岩手県大槌町の平野公三町長は29日午後1時45分、大規模山林火災に関する避難指示の大部分を解除した。住家への延焼のおそれが低くなったと判断し、山間部の長井地区を除くすべての地区で解除された。22日の火災発生以来、町の人口の約3割にあたる1558世帯3257人に避難指示が出ていた。
火災は2カ所で発生し、町のまとめでは28日午前6時までに約1633ヘクタールが焼損した。陸上と上空から最大約1600人の態勢で消火活動が続けられていた。今回の解除は、27日から28日にかけての雨で火の勢いが衰え、住家への延焼危険が低下したことを受けて決まった。
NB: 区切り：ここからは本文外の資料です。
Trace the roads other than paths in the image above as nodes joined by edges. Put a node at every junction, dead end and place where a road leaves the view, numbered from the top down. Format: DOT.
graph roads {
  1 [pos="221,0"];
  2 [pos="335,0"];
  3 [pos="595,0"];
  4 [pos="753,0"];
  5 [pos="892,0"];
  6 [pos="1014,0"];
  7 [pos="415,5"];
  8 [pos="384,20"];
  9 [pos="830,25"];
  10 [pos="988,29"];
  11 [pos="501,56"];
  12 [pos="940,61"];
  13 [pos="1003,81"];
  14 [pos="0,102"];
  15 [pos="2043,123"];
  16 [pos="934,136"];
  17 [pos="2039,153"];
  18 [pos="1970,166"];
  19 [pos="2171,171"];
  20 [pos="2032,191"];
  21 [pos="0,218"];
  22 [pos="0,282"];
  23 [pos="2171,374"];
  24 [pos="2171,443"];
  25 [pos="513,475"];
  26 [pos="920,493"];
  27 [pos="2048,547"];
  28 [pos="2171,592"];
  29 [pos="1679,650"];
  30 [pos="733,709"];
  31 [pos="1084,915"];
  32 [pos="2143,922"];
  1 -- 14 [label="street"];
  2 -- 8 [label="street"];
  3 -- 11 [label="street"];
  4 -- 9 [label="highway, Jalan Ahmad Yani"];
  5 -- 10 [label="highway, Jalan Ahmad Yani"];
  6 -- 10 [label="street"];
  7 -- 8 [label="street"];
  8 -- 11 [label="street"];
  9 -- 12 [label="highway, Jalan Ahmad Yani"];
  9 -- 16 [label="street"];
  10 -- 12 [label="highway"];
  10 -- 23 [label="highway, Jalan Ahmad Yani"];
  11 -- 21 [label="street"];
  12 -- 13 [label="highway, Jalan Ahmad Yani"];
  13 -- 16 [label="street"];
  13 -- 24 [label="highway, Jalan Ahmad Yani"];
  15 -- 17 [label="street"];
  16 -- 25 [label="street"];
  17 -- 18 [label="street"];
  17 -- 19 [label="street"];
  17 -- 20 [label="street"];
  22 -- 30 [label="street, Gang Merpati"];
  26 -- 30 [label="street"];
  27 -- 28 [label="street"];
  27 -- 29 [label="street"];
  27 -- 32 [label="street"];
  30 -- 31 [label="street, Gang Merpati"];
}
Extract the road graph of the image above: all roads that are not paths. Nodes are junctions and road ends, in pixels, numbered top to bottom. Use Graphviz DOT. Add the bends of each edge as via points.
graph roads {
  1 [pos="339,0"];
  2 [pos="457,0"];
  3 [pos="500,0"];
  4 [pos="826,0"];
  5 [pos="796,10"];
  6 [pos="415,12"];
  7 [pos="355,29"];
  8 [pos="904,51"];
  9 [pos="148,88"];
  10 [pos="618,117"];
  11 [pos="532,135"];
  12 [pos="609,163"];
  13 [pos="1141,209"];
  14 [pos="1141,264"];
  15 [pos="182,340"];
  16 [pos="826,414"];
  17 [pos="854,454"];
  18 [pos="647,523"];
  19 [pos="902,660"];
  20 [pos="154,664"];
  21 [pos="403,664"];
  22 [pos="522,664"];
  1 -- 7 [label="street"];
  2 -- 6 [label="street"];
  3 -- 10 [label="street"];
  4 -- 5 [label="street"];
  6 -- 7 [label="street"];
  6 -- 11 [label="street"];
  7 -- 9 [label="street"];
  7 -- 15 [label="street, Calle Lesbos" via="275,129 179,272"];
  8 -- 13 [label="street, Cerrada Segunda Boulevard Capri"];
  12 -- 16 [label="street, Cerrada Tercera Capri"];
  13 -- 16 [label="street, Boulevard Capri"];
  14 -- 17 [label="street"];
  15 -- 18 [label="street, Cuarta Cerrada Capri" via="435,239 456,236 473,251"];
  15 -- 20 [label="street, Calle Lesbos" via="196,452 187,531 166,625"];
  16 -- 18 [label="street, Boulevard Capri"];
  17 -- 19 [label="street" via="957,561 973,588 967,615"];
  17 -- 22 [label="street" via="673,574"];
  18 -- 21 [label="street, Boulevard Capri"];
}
平野町長は29日、地上から状況を確認した後、午後にはヘリコプターで空から視察した。その結果をもとに、消防や専門家を交えた災害対策本部で解除の方向性が打ち出された。町内の防災無線でも解除が伝えられた。
ただし、消火活動を担当する釜石大槌消防本部は、29日中に火災の鎮圧を宣言する可能性はないとしている。火災は依然としてくすぶり続けており、引き続き警戒が必要だ。
長井地区については、道路への落石により孤立の恐れがあるため、避難指示が続いている。町は安全が確認され次第、速やかに解除する方針だとしている。